• [Your assignment]: Only lines with the word "طريق" belong in the answer; copy them from the records below.

Records excerpted from a collection

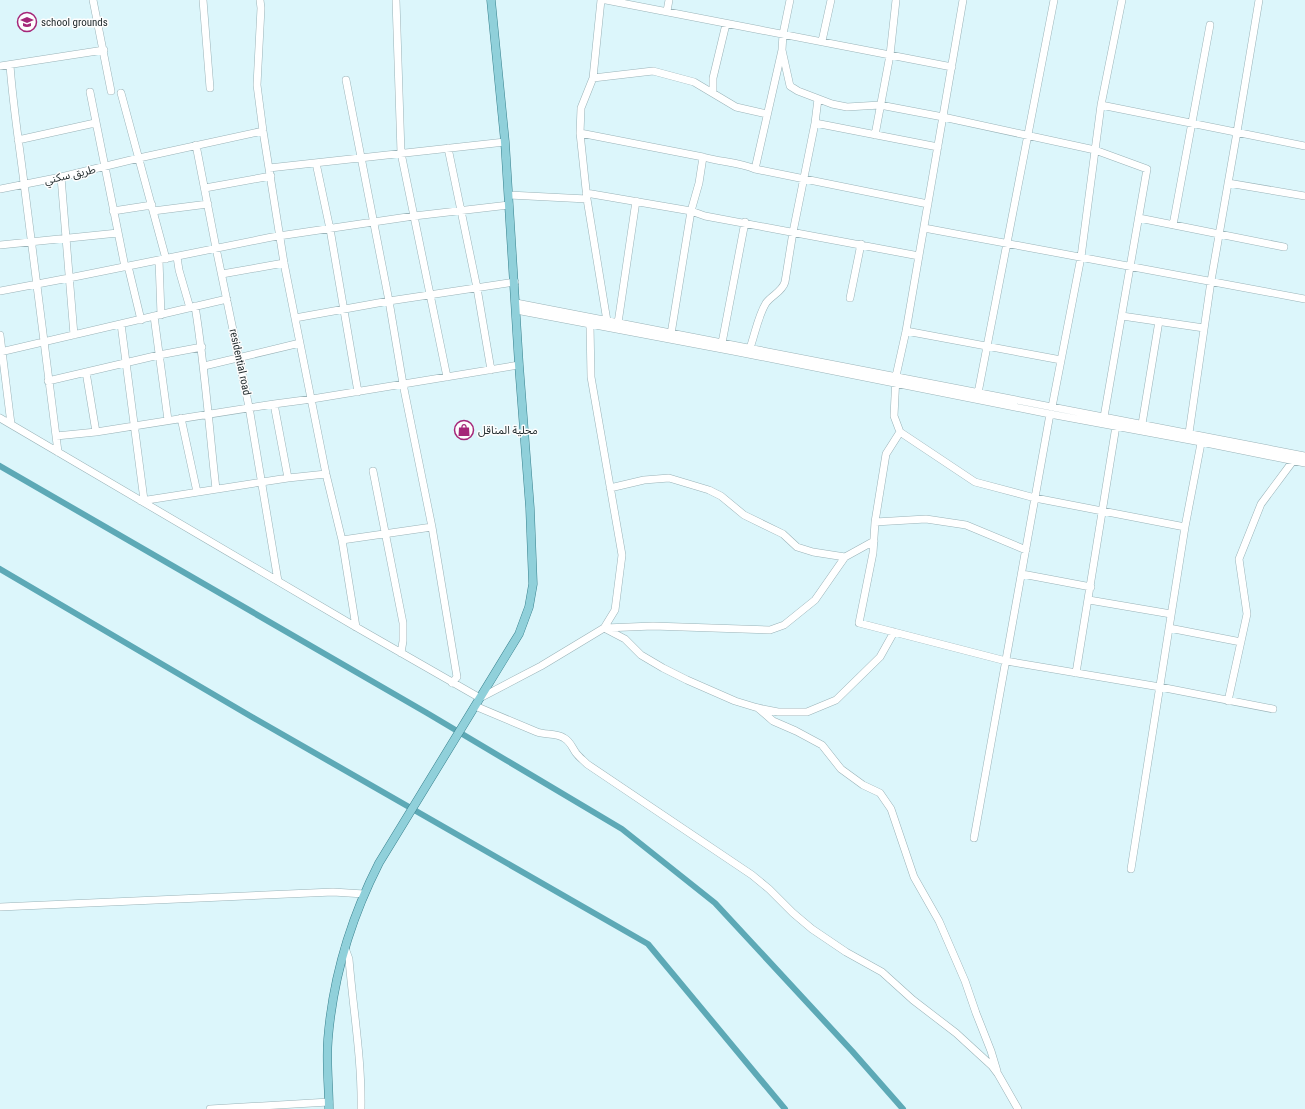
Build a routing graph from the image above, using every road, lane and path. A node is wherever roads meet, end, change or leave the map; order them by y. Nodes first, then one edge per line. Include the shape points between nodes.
1 (93, 0) edge
2 (203, 0) edge
3 (260, 0) edge
4 (396, 0) edge
5 (491, 0) edge
6 (601, 0) edge
7 (606, 0) edge
8 (669, 0) edge
9 (790, 0) edge
10 (831, 0) edge
11 (894, 0) edge
12 (963, 0) edge
13 (1054, 0) edge
14 (1122, 0) edge
15 (1259, 0) edge
16 (667, 11) junction
17 (726, 24) junction
18 (1210, 25) dead end
19 (783, 34) junction
20 (822, 41) junction
21 (104, 50) junction
22 (782, 50) junction
23 (890, 55) junction
24 (10, 65) junction
25 (0, 66) edge
26 (952, 67) junction
27 (593, 78) junction
28 (346, 80) dead end
29 (210, 88) dead end
30 (111, 91) dead end
31 (90, 92) dead end
32 (713, 92) junction
33 (121, 93) dead end
34 (818, 99) junction
35 (880, 105) junction
36 (1101, 105) junction
37 (767, 114) junction
38 (943, 117) junction
39 (95, 123) junction
40 (815, 123) junction
41 (1192, 123) junction
42 (263, 131) junction
43 (1237, 132) junction
44 (580, 133) junction
45 (874, 134) junction
46 (1028, 135) junction
47 (18, 140) junction
48 (505, 142) junction
49 (196, 145) junction
50 (1305, 146) edge
51 (938, 147) junction
52 (448, 148) junction
53 (1095, 150) junction
54 (401, 153) junction
55 (703, 157) junction
56 (139, 158) junction
57 (361, 158) junction
58 (316, 163) junction
59 (104, 167) junction
60 (269, 168) junction
61 (756, 169) junction
62 (271, 176) junction
63 (60, 177) junction
64 (803, 178) junction
65 (1228, 183) junction
66 (24, 185) junction
67 (205, 188) junction
68 (0, 189) edge
69 (509, 195) junction
70 (586, 196) junction
71 (1305, 196) edge
72 (636, 201) junction
73 (208, 204) junction
74 (928, 204) junction
75 (509, 205) junction
76 (152, 208) junction
77 (461, 210) junction
78 (113, 211) junction
79 (691, 211) junction
80 (414, 216) junction
81 (1139, 218) junction
82 (374, 222) junction
83 (745, 222) junction
84 (1173, 225) junction
85 (924, 228) junction
86 (330, 229) junction
87 (793, 232) junction
88 (118, 233) junction
89 (1219, 235) junction
90 (279, 236) junction
91 (67, 238) junction
92 (31, 242) junction
93 (861, 244) junction
94 (1007, 244) junction
95 (0, 245) edge
96 (1284, 247) dead end
97 (216, 248) junction
98 (177, 256) junction
99 (919, 256) junction
100 (1081, 257) junction
101 (163, 259) junction
102 (284, 264) junction
103 (1131, 266) junction
104 (126, 267) junction
105 (222, 274) junction
106 (69, 278) junction
107 (1211, 281) junction
108 (514, 282) junction
109 (36, 285) junction
110 (477, 288) junction
111 (0, 291) edge
112 (430, 295) junction
113 (850, 298) dead end
114 (227, 299) junction
115 (1305, 299) edge
116 (389, 301) junction
117 (516, 306) junction
118 (193, 307) junction
119 (344, 310) junction
120 (161, 315) junction
121 (154, 316) junction
122 (1122, 316) junction
123 (295, 318) junction
124 (141, 320) junction
125 (607, 321) junction
126 (1159, 321) junction
127 (618, 323) junction
128 (121, 324) junction
129 (590, 324) junction
130 (1204, 328) junction
131 (906, 331) junction
132 (671, 334) junction
133 (0, 335) edge
134 (74, 335) junction
135 (43, 342) junction
136 (300, 343) junction
137 (722, 343) junction
138 (987, 346) junction
139 (202, 347) junction
140 (750, 348) junction
141 (1, 352) edge
142 (159, 355) junction
143 (239, 358) junction
144 (1061, 360) junction
145 (126, 362) junction
146 (519, 365) junction
147 (204, 366) junction
148 (491, 370) junction
149 (86, 372) junction
150 (447, 377) junction
151 (896, 380) junction
152 (48, 381) junction
153 (403, 384) junction
154 (358, 392) junction
155 (978, 393) junction
156 (312, 400) junction
157 (274, 404) junction
158 (249, 407) junction
159 (1051, 411) junction
160 (208, 414) junction
161 (1104, 417) junction
162 (0, 418) edge
163 (181, 418) junction
164 (168, 420) junction
165 (11, 424) junction
166 (1142, 424) junction
167 (134, 426) junction
168 (1116, 426) junction
169 (96, 432) junction
170 (900, 432) junction
171 (1189, 433) junction
172 (56, 436) junction
173 (1202, 439) junction
174 (58, 452) junction
175 (1305, 456) edge
176 (1293, 461) junction
177 (1305, 463) edge
178 (373, 471) dead end
179 (326, 474) junction
180 (288, 478) junction
181 (261, 481) junction
182 (610, 488) junction
183 (216, 489) junction
184 (197, 492) junction
185 (1035, 498) junction
186 (142, 500) junction
187 (1103, 512) junction
188 (875, 522) junction
189 (432, 527) junction
190 (1185, 527) junction
191 (386, 533) junction
192 (342, 540) junction
193 (874, 541) junction
194 (1026, 550) junction
195 (845, 557) junction
196 (1022, 574) junction
197 (278, 581) junction
198 (1091, 587) junction
199 (1088, 600) junction
200 (1171, 614) junction
201 (356, 627) junction
202 (604, 628) junction
203 (1169, 628) junction
204 (894, 632) junction
205 (1241, 642) junction
206 (401, 653) junction
207 (1006, 661) junction
208 (1076, 673) junction
209 (452, 683) junction
210 (1160, 687) junction
211 (480, 698) junction
212 (1228, 700) junction
213 (475, 706) junction
214 (758, 708) junction
215 (1273, 709) dead end
216 (974, 838) dead end
217 (1131, 869) dead end
218 (364, 894) junction
219 (0, 907) edge
220 (345, 948) junction
221 (998, 1074) junction
222 (329, 1105) edge
223 (210, 1109) edge
224 (360, 1109) edge
225 (1018, 1109) edge

1 - 21 street
2 - 29 street
3 - 42 street via 257,85
4 - 54 street
5 - 48 main road
6 - 27 street
7 - 16 street
8 - 16 street
9 - 19 street
10 - 20 street
11 - 23 street
12 - 26 street
13 - 46 street
14 - 36 street
15 - 43 street
16 - 17 street
17 - 19 street
17 - 32 street via 713,78
18 - 41 street
19 - 20 street
19 - 22 street
20 - 23 street
21 - 24 street
21 - 30 street
22 - 34 street via 790,86
22 - 37 street
23 - 26 street
23 - 35 street
24 - 25 street
24 - 47 street
26 - 38 street
27 - 32 street via 653,71 694,82
27 - 44 street via 581,108
28 - 57 street
31 - 39 street
32 - 37 street via 736,107
33 - 56 street
34 - 35 street via 847,107
34 - 40 street
35 - 38 street
35 - 45 street
36 - 41 street
36 - 53 street
37 - 61 street
38 - 46 street
38 - 51 street
39 - 47 street
39 - 59 street
40 - 45 street
40 - 64 street
41 - 43 street
41 - 84 street
42 - 49 street, طريق سكني
42 - 60 street
43 - 50 street
43 - 65 street
44 - 55 street
44 - 70 street
45 - 51 street
46 - 53 street
46 - 94 street
47 - 66 street
48 - 52 street
48 - 69 main road
49 - 56 street, طريق سكني
49 - 67 street, residential road
51 - 74 street
52 - 54 street
52 - 77 street
53 - 81 street via 1147,169
53 - 100 street
54 - 57 street
54 - 80 street
55 - 61 street
55 - 79 street
56 - 59 street, طريق سكني
56 - 76 street
57 - 58 street
57 - 82 street
58 - 60 street
58 - 86 street
59 - 63 street, طريق سكني
59 - 78 street
60 - 62 street
61 - 64 street
62 - 67 street
62 - 90 street
63 - 66 street, طريق سكني
63 - 91 street
64 - 74 street
64 - 87 street
65 - 71 street
65 - 89 street
66 - 68 street, طريق سكني
66 - 92 street
67 - 73 street, residential road
69 - 70 street
69 - 75 main road
70 - 72 street
70 - 125 street
72 - 79 street
72 - 127 street
73 - 76 street
73 - 97 street, residential road
74 - 85 street
75 - 77 street
75 - 108 main road
76 - 78 street
76 - 101 street
77 - 80 street
77 - 110 street
78 - 88 street
79 - 83 street via 705,216
79 - 132 street
80 - 82 street
80 - 112 street
81 - 84 street
81 - 103 street
82 - 86 street
82 - 116 street
83 - 87 street
83 - 137 street
84 - 89 street
85 - 94 street
85 - 99 street
86 - 90 street
86 - 119 street
87 - 93 street
87 - 140 street via 785,285 765,304
88 - 91 street
88 - 104 street
89 - 96 street
89 - 107 street
90 - 97 street
90 - 102 street
91 - 92 street
91 - 106 street
92 - 95 street
92 - 109 street
93 - 99 street
93 - 113 street
94 - 100 street
94 - 138 street
97 - 98 street
97 - 105 street, residential road
98 - 101 street
98 - 118 street via 179,270
99 - 131 street
100 - 103 street
100 - 144 street
101 - 104 street
101 - 120 street
102 - 105 street
102 - 123 street
103 - 107 street
103 - 122 street
104 - 106 street
104 - 124 street
105 - 114 street, residential road
106 - 109 street
106 - 134 street
107 - 115 street
107 - 130 street
108 - 110 street
108 - 117 main road
109 - 111 street
109 - 135 street
110 - 112 street
110 - 148 street
112 - 116 street
112 - 150 street
114 - 118 street
114 - 143 street, residential road
116 - 119 street
116 - 153 street
117 - 125 street
117 - 129 street
117 - 146 main road
118 - 120 street
118 - 139 street
119 - 123 street
119 - 154 street
120 - 121 street
121 - 124 street
121 - 142 street
122 - 126 street
122 - 161 street
123 - 136 street
124 - 128 street
125 - 127 street
126 - 130 street
126 - 166 street
127 - 132 street
128 - 134 street
128 - 145 street
129 - 151 street
129 - 182 street via 591,377
130 - 171 street
131 - 138 street
131 - 151 street
132 - 137 street
133 - 141 street
134 - 135 street
135 - 141 street
135 - 152 street
136 - 143 street
136 - 156 street
137 - 140 street
138 - 144 street
138 - 155 street
139 - 142 street
139 - 147 street
140 - 151 street
141 - 165 street
142 - 145 street
142 - 164 street
143 - 147 street
143 - 158 street, residential road
144 - 159 street
145 - 149 street
145 - 167 street
146 - 148 street
146 - 211 main road via 533,584 529,607 519,634
147 - 160 street
148 - 150 street
149 - 152 street
149 - 169 street
150 - 153 street
151 - 155 street
151 - 159 street
151 - 170 street via 894,416
152 - 172 street
153 - 154 street
153 - 189 street
154 - 156 street
155 - 159 street
156 - 157 street
156 - 179 street
157 - 158 street
157 - 180 street
158 - 160 street
158 - 181 street, residential road
159 - 161 street
159 - 168 street
159 - 185 street
160 - 163 street
160 - 183 street
161 - 166 street
162 - 165 street
163 - 164 street
163 - 184 street
164 - 167 street
165 - 174 street
166 - 171 street
167 - 169 street
167 - 186 street
168 - 173 street
168 - 187 street
169 - 172 street
170 - 185 street via 975,482
170 - 188 street via 886,454
171 - 173 street
172 - 174 street
173 - 175 street
173 - 176 street
173 - 190 street
174 - 186 street
176 - 177 street
176 - 205 street via 1261,504 1239,559 1247,614
178 - 191 street
179 - 180 street
179 - 192 street
180 - 181 street
181 - 183 street
181 - 197 street, residential road
182 - 195 street via 638,481 669,478 721,496 744,515 783,534 797,547
182 - 202 street via 622,555 616,610
183 - 184 street
184 - 186 street
185 - 187 street
185 - 194 street
186 - 197 street
187 - 190 street
187 - 198 street
188 - 193 street
188 - 194 street via 926,519 966,525
189 - 191 street
189 - 209 street via 457,677
190 - 200 street
191 - 192 street
191 - 206 street via 403,623
192 - 201 street
193 - 195 street
193 - 204 street via 859,623
194 - 196 street
195 - 202 street via 815,600 784,625 770,630 653,626
196 - 198 street
196 - 207 street
197 - 201 street
198 - 199 street
199 - 200 street
199 - 208 street
200 - 203 street
201 - 206 street
202 - 211 street via 541,666
202 - 214 street via 625,639 641,654 663,668 710,691
203 - 205 street
203 - 210 street
204 - 207 street
204 - 214 street via 880,657 836,700 807,712 778,712
205 - 212 street
206 - 209 street
207 - 208 street
207 - 216 street
208 - 210 street
209 - 211 street
210 - 212 street
210 - 217 street
211 - 213 main road
212 - 215 street
213 - 218 main road via 379,863
213 - 221 street via 537,732 565,738 587,764 752,875 812,929 882,972 956,1033
214 - 221 street via 773,722 796,730 822,745 841,769 863,785 880,793 891,809 914,877 939,921 965,981
218 - 219 street via 332,892
218 - 220 main road
220 - 222 main road via 328,1039
220 - 224 street via 349,959 359,1059
221 - 225 street
222 - 223 street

• [Answer box]:
42 - 49 street, طريق سكني
49 - 56 street, طريق سكني
56 - 59 street, طريق سكني
59 - 63 street, طريق سكني
63 - 66 street, طريق سكني
66 - 68 street, طريق سكني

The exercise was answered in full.